▶ _Exercise details_:
All lines in the material below that contain "wherever" should be located and copied.

────────────────

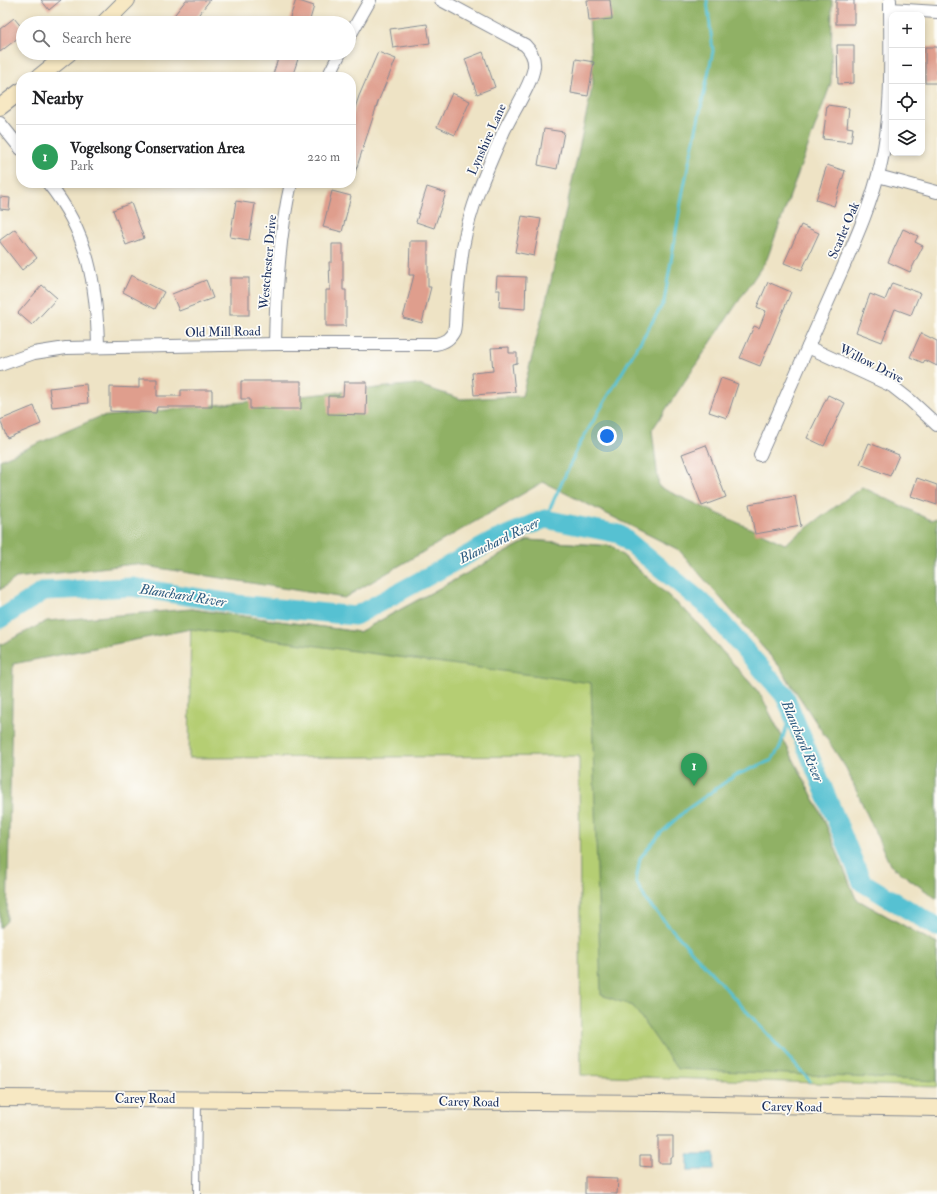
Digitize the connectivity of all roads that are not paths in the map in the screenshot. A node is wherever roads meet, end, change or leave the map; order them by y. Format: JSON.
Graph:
{"nodes":[{"id":1,"x":127,"y":0,"type":"edge"},
{"id":2,"x":370,"y":0,"type":"edge"},
{"id":3,"x":441,"y":0,"type":"edge"},
{"id":4,"x":890,"y":5,"type":"edge"},
{"id":5,"x":937,"y":12,"type":"edge"},
{"id":6,"x":111,"y":16,"type":"edge"},
{"id":7,"x":356,"y":25,"type":"edge"},
{"id":8,"x":60,"y":60,"type":"edge"},
{"id":9,"x":336,"y":60,"type":"edge"},
{"id":10,"x":45,"y":72,"type":"edge"},
{"id":11,"x":330,"y":72,"type":"edge"},
{"id":12,"x":16,"y":95,"type":"edge"},
{"id":13,"x":0,"y":107,"type":"edge"},
{"id":14,"x":0,"y":123,"type":"edge"},
{"id":15,"x":16,"y":144,"type":"edge"},
{"id":16,"x":878,"y":176,"type":"junction"},
{"id":17,"x":52,"y":188,"type":"edge"},
{"id":18,"x":291,"y":188,"type":"edge"},
{"id":19,"x":937,"y":192,"type":"edge"},
{"id":20,"x":448,"y":340,"type":"joint"},
{"id":21,"x":275,"y":344,"type":"junction"},
{"id":22,"x":98,"y":347,"type":"junction"},
{"id":23,"x":808,"y":347,"type":"junction"},
{"id":24,"x":0,"y":365,"type":"edge"},
{"id":25,"x":937,"y":425,"type":"edge"},
{"id":26,"x":760,"y":455,"type":"dead end"},
{"id":27,"x":0,"y":1098,"type":"edge"},
{"id":28,"x":198,"y":1098,"type":"junction"},
{"id":29,"x":937,"y":1108,"type":"edge"},
{"id":30,"x":197,"y":1194,"type":"edge"}],
"edges":[{"from":1,"to":6,"type":"main road"},
{"from":2,"to":7,"type":"street"},
{"from":3,"to":20,"type":"street","name":"Lynshire Lane"},
{"from":4,"to":5,"type":"street"},
{"from":4,"to":16,"type":"street","name":"Scarlet Oak"},
{"from":8,"to":10,"type":"main road"},
{"from":9,"to":11,"type":"street"},
{"from":12,"to":13,"type":"main road"},
{"from":14,"to":15,"type":"street"},
{"from":16,"to":19,"type":"street"},
{"from":16,"to":23,"type":"street","name":"Scarlet Oak"},
{"from":17,"to":22,"type":"street"},
{"from":18,"to":21,"type":"street","name":"Westchester Drive"},
{"from":20,"to":21,"type":"street","name":"Old Mill Road"},
{"from":21,"to":22,"type":"street","name":"Old Mill Road"},
{"from":22,"to":24,"type":"street","name":"Old Mill Road"},
{"from":23,"to":25,"type":"street","name":"Willow Drive"},
{"from":23,"to":26,"type":"street","name":"Scarlet Oak"},
{"from":27,"to":28,"type":"main road","name":"Carey Road"},
{"from":28,"to":29,"type":"main road","name":"Carey Road"},
{"from":28,"to":30,"type":"lane"}]}
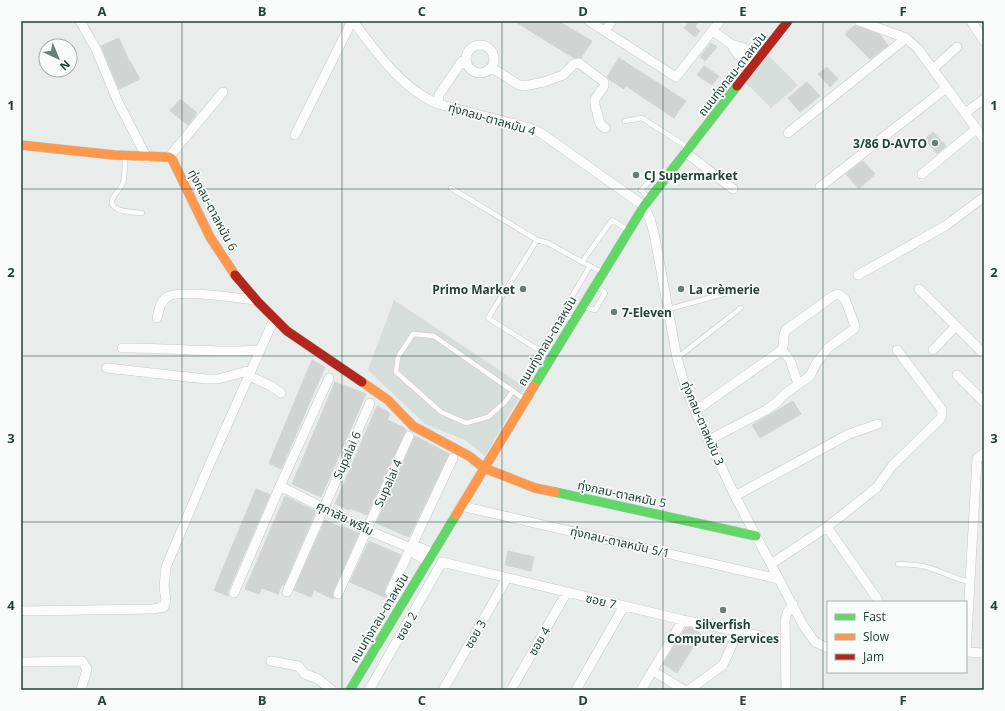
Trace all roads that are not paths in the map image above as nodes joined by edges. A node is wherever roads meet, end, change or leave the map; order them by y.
1 (80, 21) edge
2 (352, 21) edge
3 (589, 21) edge
4 (612, 21) edge
5 (720, 21) edge
6 (788, 21) edge
7 (859, 21) edge
8 (971, 21) edge
9 (713, 31) junction
10 (605, 32) junction
11 (906, 38) junction
12 (984, 41) edge
13 (957, 47) dead end
14 (466, 59) junction
15 (756, 63) junction
16 (492, 68) junction
17 (933, 69) junction
18 (946, 88) junction
19 (223, 92) dead end
20 (984, 99) edge
21 (438, 104) junction
22 (965, 113) junction
23 (625, 121) dead end
24 (605, 128) dead end
25 (976, 129) junction
26 (788, 133) dead end
27 (295, 135) dead end
28 (984, 139) edge
29 (21, 144) edge
30 (687, 150) junction
31 (126, 156) junction
32 (169, 157) junction
33 (147, 158) junction
34 (922, 174) dead end
35 (820, 186) dead end
36 (451, 188) dead end
37 (733, 189) dead end
38 (984, 197) edge
39 (646, 203) junction
40 (142, 213) dead end
41 (628, 230) junction
42 (537, 240) junction
43 (582, 262) junction
44 (590, 266) junction
45 (602, 272) junction
46 (858, 276) dead end
47 (595, 284) junction
48 (919, 289) dead end
49 (727, 293) dead end
50 (254, 300) junction
51 (582, 306) junction
52 (741, 308) dead end
53 (669, 310) junction
54 (561, 314) junction
55 (157, 318) dead end
56 (274, 319) junction
57 (574, 320) junction
58 (956, 326) junction
59 (122, 348) dead end
60 (259, 350) junction
61 (782, 350) junction
62 (897, 350) dead end
63 (933, 350) dead end
64 (540, 351) junction
65 (984, 354) edge
66 (677, 358) junction
67 (548, 363) junction
68 (107, 368) dead end
69 (250, 373) junction
70 (957, 375) dead end
71 (329, 378) dead end
72 (798, 384) junction
73 (513, 391) junction
74 (281, 393) dead end
75 (525, 400) junction
76 (370, 402) dead end
77 (984, 402) edge
78 (695, 412) junction
79 (878, 424) dead end
80 (408, 436) dead end
81 (709, 440) junction
82 (984, 453) edge
83 (452, 458) dead end
84 (484, 468) junction
85 (280, 486) junction
86 (735, 496) junction
87 (461, 506) junction
88 (324, 507) junction
89 (826, 527) junction
90 (367, 530) junction
91 (756, 536) junction
92 (411, 548) junction
93 (430, 557) junction
94 (442, 562) joint
95 (771, 564) junction
96 (898, 564) dead end
97 (507, 578) junction
98 (779, 579) junction
99 (970, 582) junction
100 (234, 592) dead end
101 (287, 592) dead end
102 (390, 592) dead end
103 (567, 592) junction
104 (338, 594) dead end
105 (878, 600) dead end
106 (793, 604) junction
107 (624, 606) junction
108 (21, 611) edge
109 (683, 620) junction
110 (738, 632) junction
111 (967, 634) edge
112 (760, 636) dead end
113 (827, 648) edge
114 (967, 652) edge
115 (984, 652) edge
116 (21, 662) edge
117 (271, 662) dead end
118 (653, 671) junction
119 (81, 690) edge
120 (332, 690) edge
121 (350, 690) edge
122 (369, 690) edge
123 (442, 690) edge
124 (511, 690) edge
125 (576, 690) edge
126 (641, 690) edge
127 (684, 690) edge
128 (689, 690) edge
129 (786, 690) edge

1 - 33 street
2 - 21 street, ทุ่งกลม-ตาลหมัน 4
2 - 27 street
3 - 10 street
4 - 10 street
5 - 9 street
6 - 15 street, ถนนทุ่งกลม-ตาลหมัน
7 - 11 street
8 - 12 street
9 - 10 street
9 - 15 street
11 - 17 street
11 - 26 street
13 - 17 street
14 - 16 street
14 - 16 street
14 - 21 street
15 - 30 street, ถนนทุ่งกลม-ตาลหมัน
16 - 24 street
17 - 18 street
18 - 22 street
18 - 35 street
19 - 32 street
20 - 22 street
21 - 39 street, ทุ่งกลม-ตาลหมัน 4
22 - 25 street
23 - 30 lane
25 - 28 street
25 - 34 street
29 - 31 street
30 - 37 street
30 - 39 street, ถนนทุ่งกลม-ตาลหมัน
31 - 33 street
31 - 40 lane
32 - 33 street
32 - 50 street, ทุ่งกลม-ตาลหมัน 6
36 - 42 lane
38 - 46 street
39 - 41 street, ถนนทุ่งกลม-ตาลหมัน
39 - 53 street, ทุ่งกลม-ตาลหมัน 3
41 - 43 lane
41 - 45 street, ถนนทุ่งกลม-ตาลหมัน
42 - 43 lane
42 - 64 lane
43 - 44 lane
44 - 45 lane
44 - 54 lane
45 - 47 street, ถนนทุ่งกลม-ตาลหมัน
47 - 51 street, ถนนทุ่งกลม-ตาลหมัน
47 - 51 lane
48 - 58 street
49 - 53 lane
50 - 55 street
50 - 56 street, ทุ่งกลม-ตาลหมัน 6
51 - 57 street, ถนนทุ่งกลม-ตาลหมัน
52 - 66 lane
53 - 66 street, ทุ่งกลม-ตาลหมัน 3
54 - 57 lane
54 - 64 lane
56 - 60 street
56 - 84 street, ทุ่งกลม-ตาลหมัน 6
57 - 67 street, ถนนทุ่งกลม-ตาลหมัน
58 - 63 street
58 - 65 street
59 - 60 street
60 - 69 street
61 - 72 street
61 - 72 street
61 - 78 street
62 - 89 street
64 - 67 lane
66 - 78 street, ทุ่งกลม-ตาลหมัน 3
67 - 75 street, ถนนทุ่งกลม-ตาลหมัน
68 - 69 street
69 - 74 street
69 - 108 street
70 - 77 street
71 - 85 street
72 - 81 street
73 - 73 lane
73 - 75 lane
75 - 84 street, ถนนทุ่งกลม-ตาลหมัน
76 - 88 street, Supalai 6
78 - 81 street, ทุ่งกลม-ตาลหมัน 3
79 - 86 street
80 - 90 street, Supalai 4
81 - 86 street, ทุ่งกลม-ตาลหมัน 3
82 - 99 street
83 - 92 street
84 - 87 street, ถนนทุ่งกลม-ตาลหมัน
84 - 91 street, ทุ่งกลม-ตาลหมัน 5
85 - 88 street, ศุภาลัย พรีโม
85 - 100 street
86 - 91 street, ทุ่งกลม-ตาลหมัน 3
87 - 93 street, ถนนทุ่งกลม-ตาลหมัน
87 - 98 street, ทุ่งกลม-ตาลหมัน 5/1
88 - 90 street, ศุภาลัย พรีโม
88 - 101 street, Supalai 6
89 - 95 street
89 - 105 street
90 - 92 street, ศุภาลัย พรีโม
90 - 104 street, Supalai 4
91 - 95 street, ทุ่งกลม-ตาลหมัน 3
92 - 93 street, ศุภาลัย พรีโม
92 - 102 street
93 - 121 street, ถนนทุ่งกลม-ตาลหมัน
94 - 97 street, ซอย 7
94 - 122 street, ซอย 2
95 - 98 street, ทุ่งกลม-ตาลหมัน 3
96 - 99 lane
97 - 103 street, ซอย 7
97 - 123 street, ซอย 3
98 - 106 street, ทุ่งกลม-ตาลหมัน 3
99 - 111 street
103 - 107 street, ซอย 7
103 - 124 street, ซอย 4
106 - 113 street, ทุ่งกลม-ตาลหมัน 3
106 - 129 street
107 - 109 street, ซอย 7
107 - 125 street
109 - 110 street, ซอย 7
109 - 118 street
110 - 112 street, ซอย 7
110 - 128 street
114 - 115 street
116 - 119 street
117 - 120 street
118 - 126 street
118 - 127 street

────────────────

▶ _Exercise output_:
Digitize the connectivity of all roads that are not paths in the map in the screenshot. A node is wherever roads meet, end, change or leave the map; order them by y. Format: JSON.
Trace all roads that are not paths in the map image above as nodes joined by edges. A node is wherever roads meet, end, change or leave the map; order them by y.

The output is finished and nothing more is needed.